AZ Court of Appeals rules illegals can be convicted as co-conspirators

The Arizona Court of Appeals has upheld the conviction of an illegal alien prosecuted as a co-conspirator under the state’s human-smuggling law.

The court found that the law’s wording is clear and unambiguous — illegals can be convicted for conspiracy to smuggle themselves into the country.

The defendant, Juan Barragan-Sierra of Mexico, had argued that the Arizona Legislature didn’t intend to punish anyone but smugglers when it passed the law. The 2005 law made it a state crime to smuggle humans, already a federal crime.

Prosecutors working for the office of Maricopa County Attorney Andrew Thomas have successfully prosecuted more than 750 such defendants — charged and convicted of violating the law as conspirators. Convictions can bring up to two years in prison.

Barragan-Sierra, 23, had admitted paying a smuggler $2,000 to be taken into the U.S. in June 2006, according to the daily.

Thomas called the court’s ruling intellectually courageous. “It’s another historic milestone in the fight against illegal immigration, and it shows that Maricopa County continues to lead the way in that effort,” he said.

This decision cannot be warmly received by the editorial board at the Arizona Republic which advocates on behalf of the continual flow of illegal traffic into the United States in editorials, fluff features, poignant photos, skewed news reports, via columnists and the paper’s favorite top-of-the-editorial page brief blurbs.

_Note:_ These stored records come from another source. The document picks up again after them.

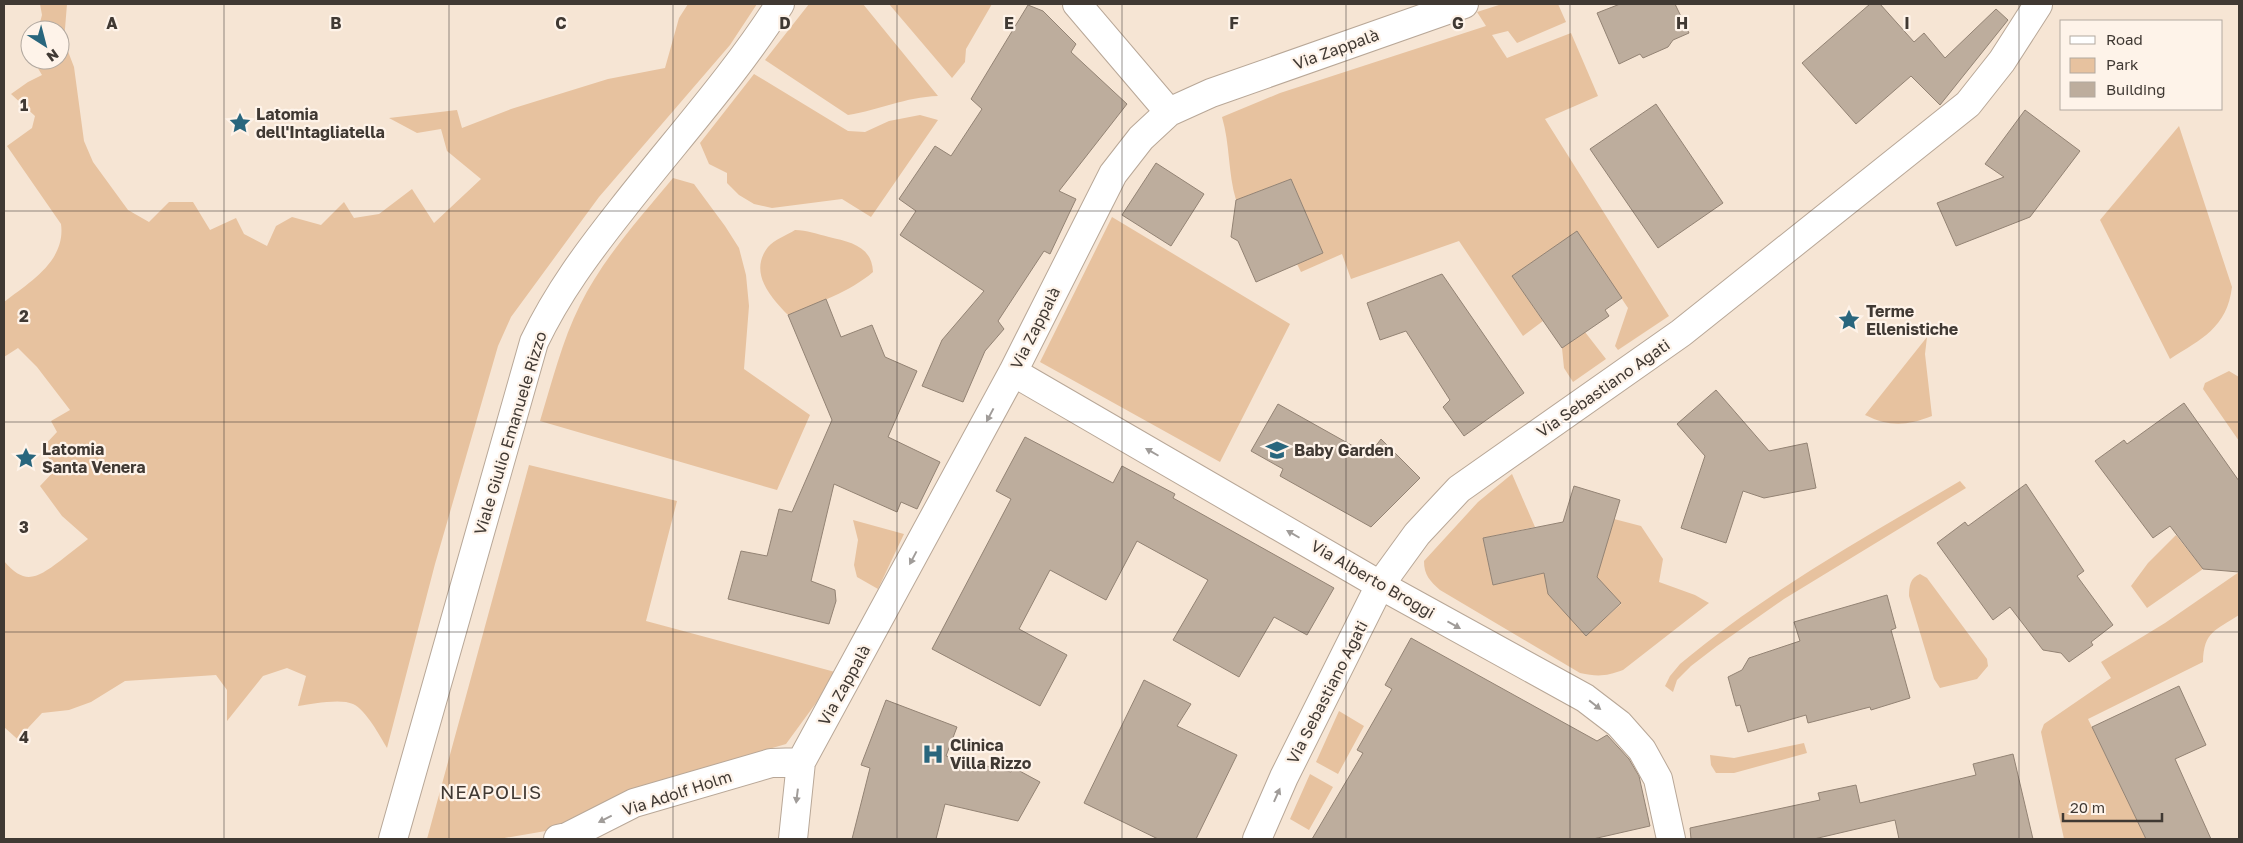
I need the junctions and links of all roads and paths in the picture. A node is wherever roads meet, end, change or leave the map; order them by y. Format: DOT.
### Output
graph roads {
  1 [pos="780,4"];
  2 [pos="1078,4"];
  3 [pos="1464,4"];
  4 [pos="2038,6"];
  5 [pos="1169,112"];
  6 [pos="1013,372"];
  7 [pos="1380,585"];
  8 [pos="802,762"];
  9 [pos="393,839"];
  10 [pos="558,839"];
  11 [pos="793,839"];
  12 [pos="1257,839"];
  13 [pos="1671,839"];
  1 -- 9 [label="street, Viale Giulio Emanuele Rizzo"];
  2 -- 5 [label="street"];
  3 -- 5 [label="street, Via Zappalà"];
  4 -- 7 [label="street, Via Sebastiano Agati"];
  5 -- 6 [label="street, Via Zappalà"];
  7 -- 6 [label="street, Via Alberto Broggi, one-way"];
  6 -- 8 [label="street, Via Zappalà, one-way"];
  12 -- 7 [label="street, Via Sebastiano Agati, one-way"];
  7 -- 13 [label="street, Via Alberto Broggi, one-way"];
  8 -- 10 [label="street, Via Adolf Holm, one-way"];
  8 -- 11 [label="street, Via Zappalà, one-way"];
}
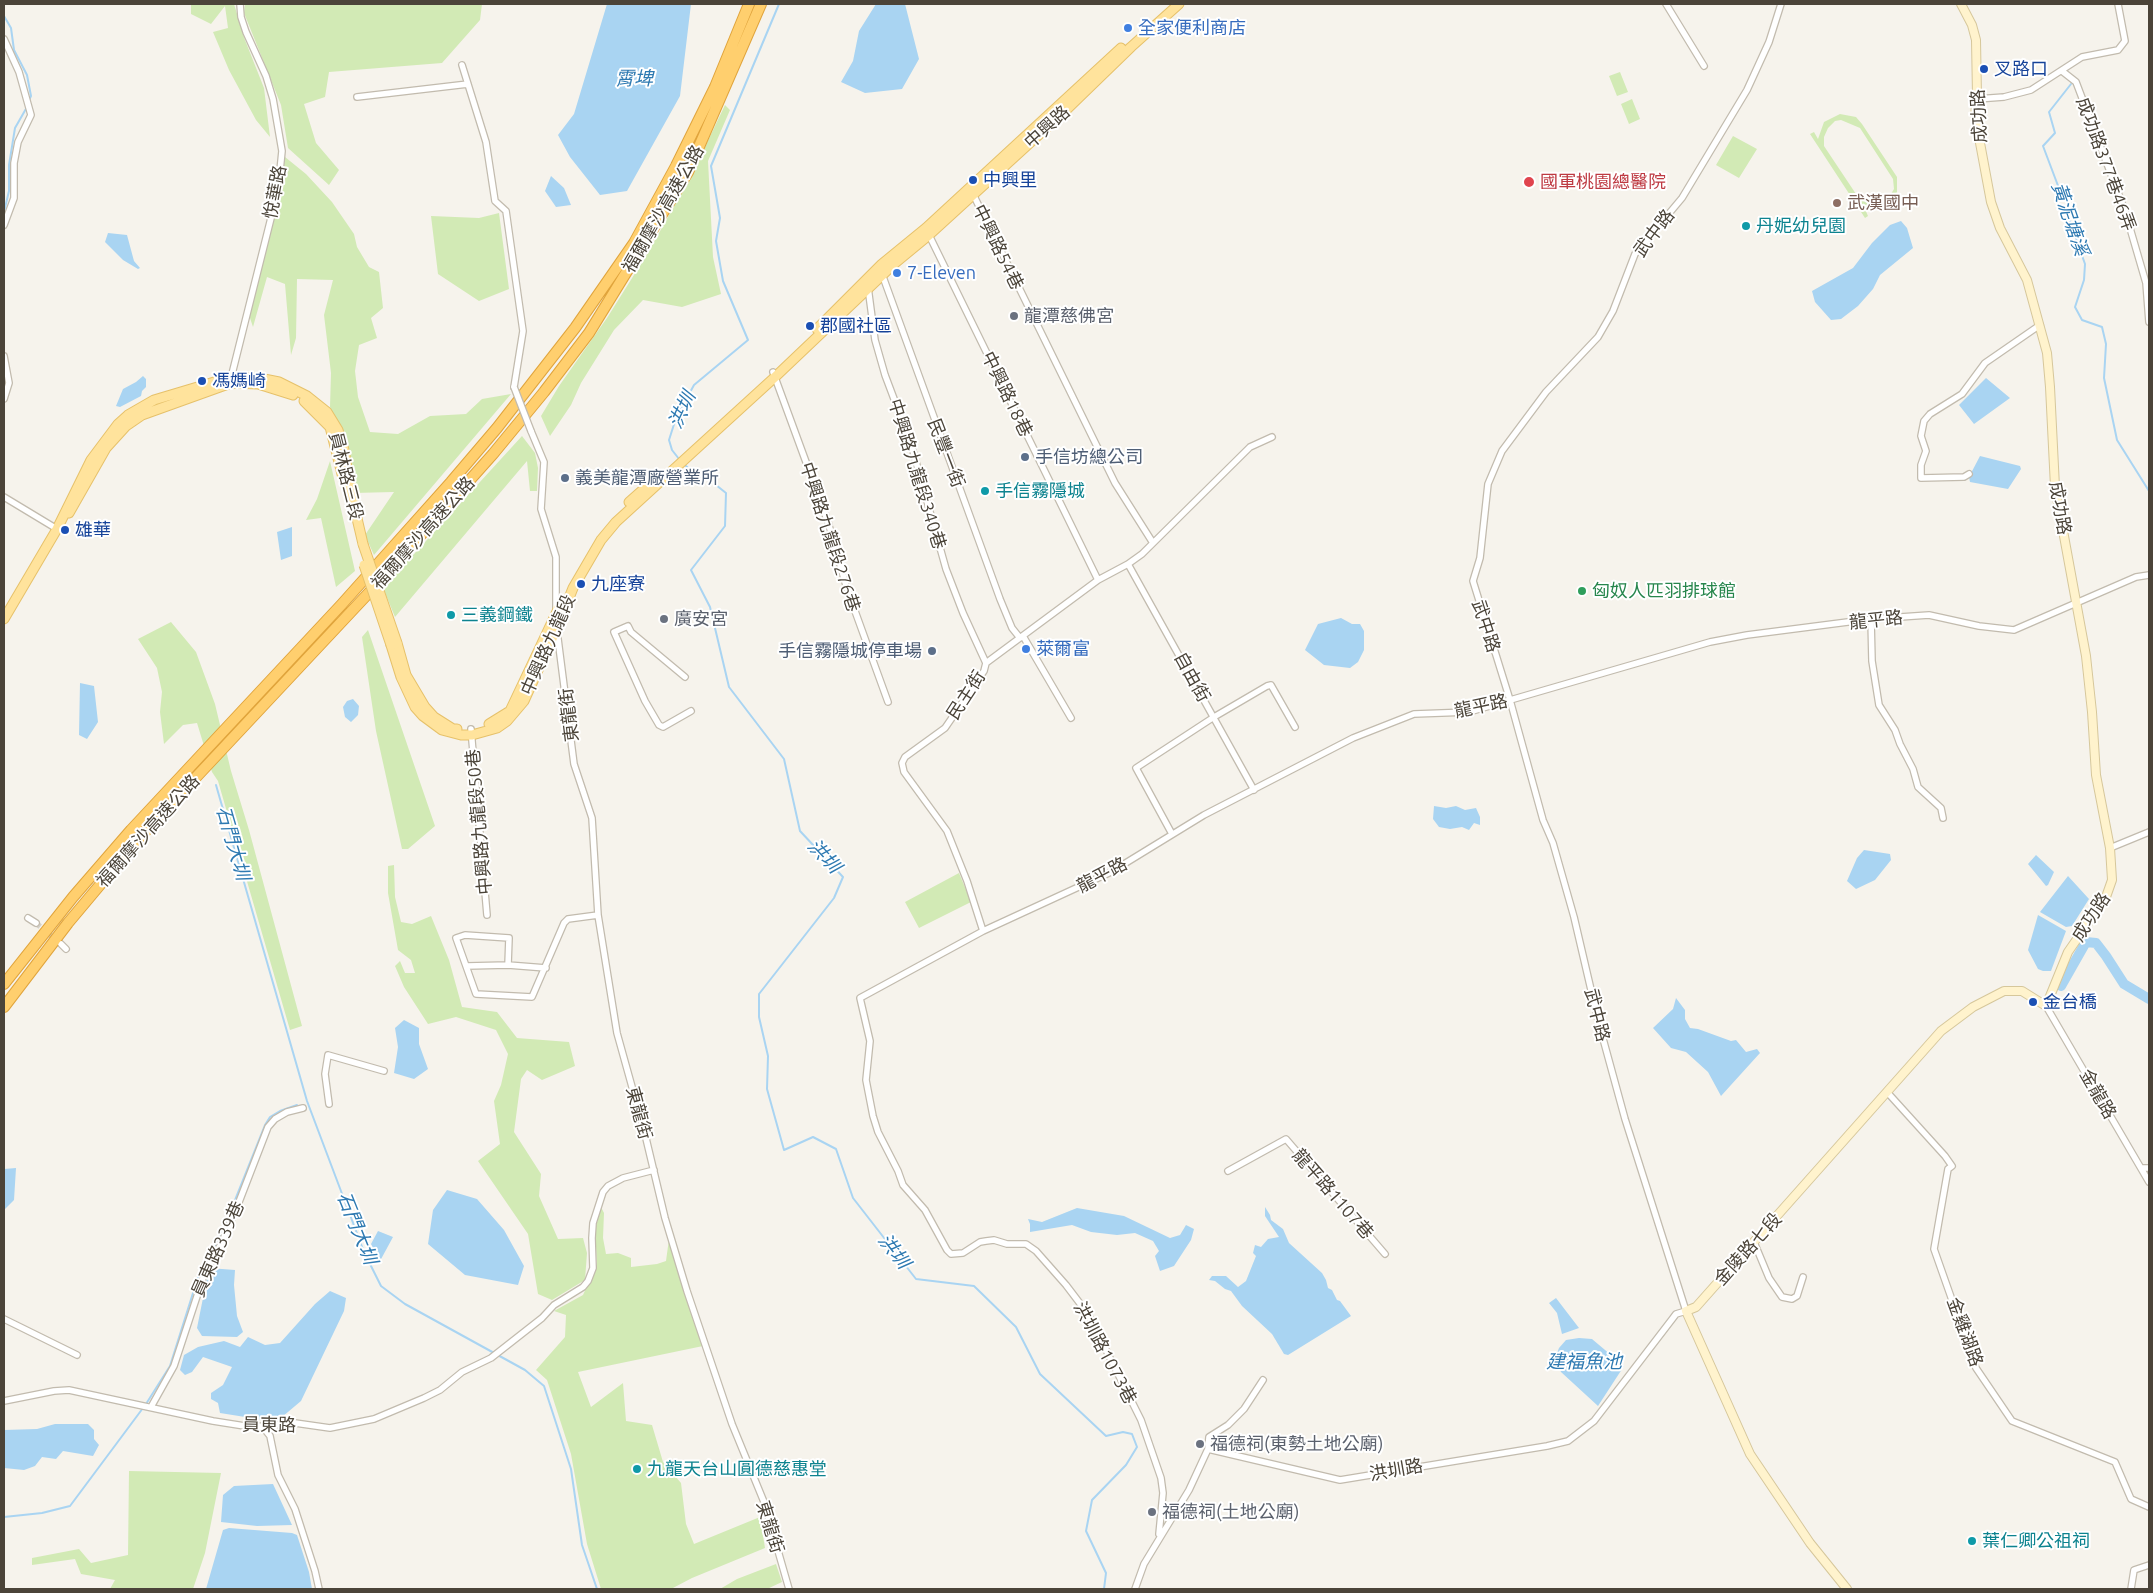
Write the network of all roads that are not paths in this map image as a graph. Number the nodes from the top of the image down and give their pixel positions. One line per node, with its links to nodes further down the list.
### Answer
1 (240, 4): 27 (street, 悅華路)
2 (749, 4): 68 (highway, 福爾摩沙高速公路)
3 (761, 4): 71 (highway, 福爾摩沙高速公路)
4 (1171, 4): 17 (main road, 中興路)
5 (1179, 4): 17 (main road, 中興路)
6 (1666, 4): 12 (street)
7 (1782, 4): 46 (street, 武中路)
8 (1960, 4): 16 (street, 成功路)
9 (2118, 4): 13 (street)
10 (4, 39): 18 (street)
11 (462, 65): 14 (street)
12 (1704, 66)
13 (2062, 71): 16 (street); 23 (street, 成功路377巷46弄)
14 (468, 84): 15 (street); 41 (street, 東龍街, bridge)
15 (357, 96)
16 (1977, 99): 24 (street, 成功路)
17 (971, 191): 19 (main road, 中興路); 20 (main road, 中興路); 34 (street, 中興路54巷)
18 (4, 225)
19 (929, 234): 21 (main road, 中興路); 37 (street, 中興路18巷)
20 (882, 264): 21 (street, 民豐一街); 22 (main road, 中興路)
21 (882, 275): 22 (main road, 中興路); 42 (street, 民豐一街)
22 (867, 285): 26 (main road); 43 (street, 中興路九龍段340巷)
23 (2149, 322)
24 (2040, 324): 31 (street); 38 (street, 成功路)
25 (4, 356): 28 (street)
26 (774, 375): 30 (main road); 47 (street, 中興路九龍段276巷)
27 (231, 380): 33 (main road, 員林路三段); 44 (main road, 員林路三段, bridge)
28 (4, 399)
29 (1272, 437): 34 (street, 民主街)
30 (676, 464): 41 (main road, 中興路九龍段); 41 (main road, 中興路九龍段)
31 (1969, 474)
32 (4, 497): 33 (street)
33 (57, 529): 39 (main road, 員林路三段)
34 (1152, 544): 35 (street, 民主街)
35 (1128, 564): 37 (street, 民主街); 49 (street, 自由街)
36 (2149, 575): 38 (street, 龍平路)
37 (1098, 580): 42 (street, 民主街)
38 (2076, 603): 40 (street, 龍平路); 57 (street, 成功路)
39 (4, 619)
40 (1871, 619): 46 (street, 龍平路); 54 (street)
41 (556, 621): 52 (main road, 中興路九龍段); 52 (main road, 中興路九龍段); 59 (street, 東龍街)
42 (1022, 637): 43 (street, 民主街); 50 (street, 民豐一街)
43 (986, 663): 62 (street, 民主街)
44 (404, 676): 52 (main road, 中興路九龍段)
45 (685, 677): 48 (street)
46 (1510, 700): 53 (street, 龍平路); 84 (street, 武中路)
47 (888, 702)
48 (691, 711)
49 (1214, 717): 51 (street); 53 (street, 自由街); 56 (street)
50 (1071, 718)
51 (1295, 727)
52 (471, 732): 58 (street, 中興路九龍段50巷)
53 (1254, 790): 56 (street, 龍平路)
54 (1943, 818)
55 (2149, 832): 57 (street)
56 (1172, 834): 62 (street, 龍平路)
57 (2110, 848): 70 (street, 成功路)
58 (487, 915)
59 (598, 915): 67 (street); 78 (street, 東龍街)
60 (28, 918): 61 (street)
61 (36, 924)
62 (983, 931): 69 (street, 龍平路)
63 (61, 944): 64 (street)
64 (66, 949)
65 (508, 965): 66 (street); 66 (street); 67 (street)
66 (467, 966): 67 (street)
67 (546, 968)
68 (4, 984)
69 (860, 998): 93 (street, 洪圳路1073巷)
70 (2046, 1006): 73 (street, 金陵路七段); 76 (street, 金龍路)
71 (4, 1007)
72 (384, 1071): 74 (street)
73 (1886, 1092): 81 (street, 金陵路七段); 92 (street, 金雞湖路)
74 (330, 1104)
75 (303, 1108): 89 (street, 員東路339巷)
76 (2141, 1168): 77 (street); 80 (street, 金龍路)
77 (2149, 1168)
78 (654, 1170): 90 (street, 員東路); 96 (street, 東龍街)
79 (1228, 1171): 82 (street, 龍平路1107巷)
80 (2149, 1182)
81 (1754, 1242): 83 (street); 84 (street, 金陵路七段)
82 (1385, 1254)
83 (1803, 1277)
84 (1686, 1311): 91 (street, 洪圳路); 98 (street)
85 (4, 1319): 86 (street)
86 (76, 1355)
87 (1263, 1380): 91 (street)
88 (4, 1401): 89 (street, 員東路)
89 (151, 1407): 90 (street, 員東路)
90 (262, 1426): 95 (street)
91 (1208, 1449): 93 (street)
92 (2149, 1507)
93 (1159, 1536): 97 (street)
94 (2149, 1565): 99 (street)
95 (319, 1589)
96 (789, 1589)
97 (1135, 1589)
98 (1847, 1589)
99 (2132, 1589)

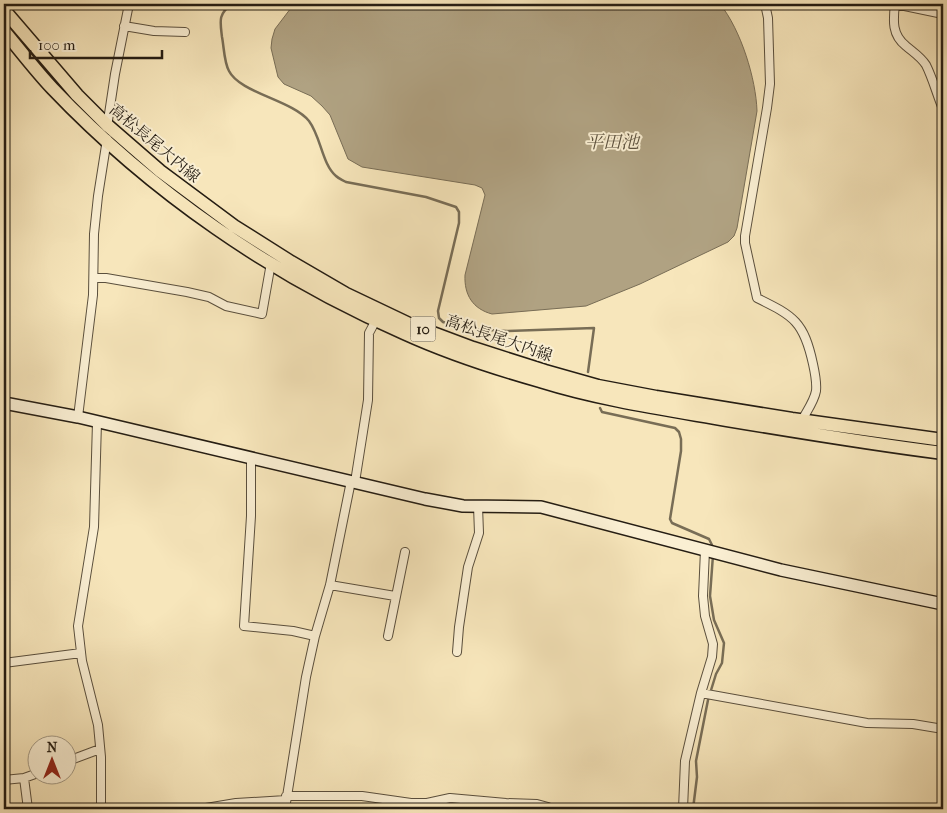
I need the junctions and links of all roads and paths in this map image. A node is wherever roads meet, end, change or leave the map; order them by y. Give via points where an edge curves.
1 (129, 4) edge
2 (765, 4) edge
3 (895, 4) edge
4 (4, 10) edge
5 (943, 14) edge
6 (124, 26) junction
7 (4, 31) edge
8 (185, 32) dead end
9 (943, 109) edge
10 (107, 126) junction
11 (107, 141) junction
12 (271, 263) junction
13 (94, 278) junction
14 (376, 320) junction
15 (4, 403) edge
16 (78, 417) junction
17 (98, 422) junction
18 (800, 424) junction
19 (943, 440) edge
20 (943, 453) edge
21 (251, 457) junction
22 (353, 482) junction
23 (478, 506) junction
24 (705, 550) junction
25 (405, 552) dead end
26 (330, 585) junction
27 (395, 596) junction
28 (943, 604) edge
29 (315, 636) junction
30 (388, 636) dead end
31 (457, 652) dead end
32 (81, 653) junction
33 (4, 663) edge
34 (701, 693) junction
35 (943, 729) edge
36 (100, 749) junction
37 (78, 757) edge
38 (28, 777) edge
39 (24, 778) junction
40 (4, 780) edge
41 (286, 798) junction
42 (28, 809) edge
43 (101, 809) edge
44 (155, 809) edge
45 (200, 809) edge
46 (285, 809) edge
47 (550, 809) edge
48 (684, 809) edge

1 - 6 street
2 - 18 street via 770,84 745,244 757,298 796,320 809,344 816,389
3 - 5 street
3 - 9 street via 895,34 922,60
4 - 10 main road, 高松長尾大内線 / 10
6 - 8 street
6 - 10 street
7 - 11 main road, 高松長尾大内線 / 10 via 51,87
10 - 11 street
10 - 18 main road, 高松長尾大内線 / 10 via 160,171 234,226 346,294 409,324 473,348 598,386
11 - 12 main road, 高松長尾大内線 / 10 via 226,236
11 - 13 street via 94,234
12 - 13 street via 262,314 226,306 209,297 188,292
12 - 14 main road, 高松長尾大内線 / 10
13 - 16 street
14 - 20 main road, 高松長尾大内線 / 10 via 470,359 597,396
14 - 22 street via 369,333 368,400
15 - 16 street
16 - 17 street
17 - 21 street
17 - 32 street via 94,527 78,626
18 - 19 main road, 高松長尾大内線 / 10
21 - 22 street
21 - 29 street via 244,626
22 - 23 street via 425,499
22 - 26 street
23 - 24 street via 542,507
23 - 31 street via 479,534 468,567
24 - 28 street via 781,570
24 - 34 street via 703,596 713,644
25 - 27 street
26 - 27 street
26 - 29 street
27 - 30 street
29 - 41 street
32 - 33 street
32 - 36 street via 98,725
34 - 35 street via 867,723 913,724
34 - 48 street via 685,761
36 - 37 street
36 - 43 street
38 - 39 street
39 - 40 street
39 - 42 street
41 - 45 street
41 - 46 street
41 - 47 street via 362,796 411,803 450,798 537,804
43 - 44 street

7 Responses to AZ Court of Appeals rules illegals can be convicted as co-conspirators

  1. Villanova says:

    There is integrity on the AZ Courts! Excellent decision by the Division One panel!

  2. Sideliner says:

    A great coup for Maricopa County!! Arpaio’s deputies and Thomas’prosecutors deserve our thanks!

  3. Jana Simmons says:

    Bravo Mr. County Attorney! Keep up the good work. You and Sheriff Arpaio are doing the people’s work keeping Arizona citizens safe on our own streets and enforcing the law as it is written. You are both appreciated for your determination to do the right thing in the face of a bitter press.

  4. Chuck says:

    Fine decision by the court!

    I have one question. Where do these “poor people coming to take the jobs Americans refuse to do,” get thousands of dollars to pay for their illegal transport into the US?

  5. Kent says:

    Think that through, Chuck. High theft rate along with other crimes that generate money, stolen documents sold to newly arrived illegals, remittances from illegal workers already here sent back to friends and relatives…the list goes on and on. They have money when they want to have money.

  6. RA says:

    Bravo for the Arizona Court of Appeals! And a heartfelt thanks to County Attorney Andrew Thomas!

    Re: Chuck’s question – illegals often pay some money in advance for their transport and some money after arriving in the US, once they find work here. It does lead to more crime as Kent states, and many of these people are squeezed extremely hard by their enablers (employers and coyotes and other “facilitators”) so that they either are forced into or voluntarily turn to crime. I disagree with the contention that “they have money when they want to have money.”

    The best solutions to all the ills involved are a border barrier, repatriation of criminals, repeal of the “born on US soil” amendment, and CLEAR, UNEQUIVOCAL, LAW ENFORCEMENT. We have these in our power.

    It would help if the Mexican government wasn’t trying to promote illegal immigration, it would help if the US business community got out of the business of importing labor, and it would help if US pols stopped “Hispandering.” These ain’t gonna happen.

  7. SherriAZ says:

    RA, excellent comments. You’re right, nothing will happen unless the American taxpayer forces the hand of the business-politico partnership. Fortunately, there’s enough of us who are really angry and will continue the fight!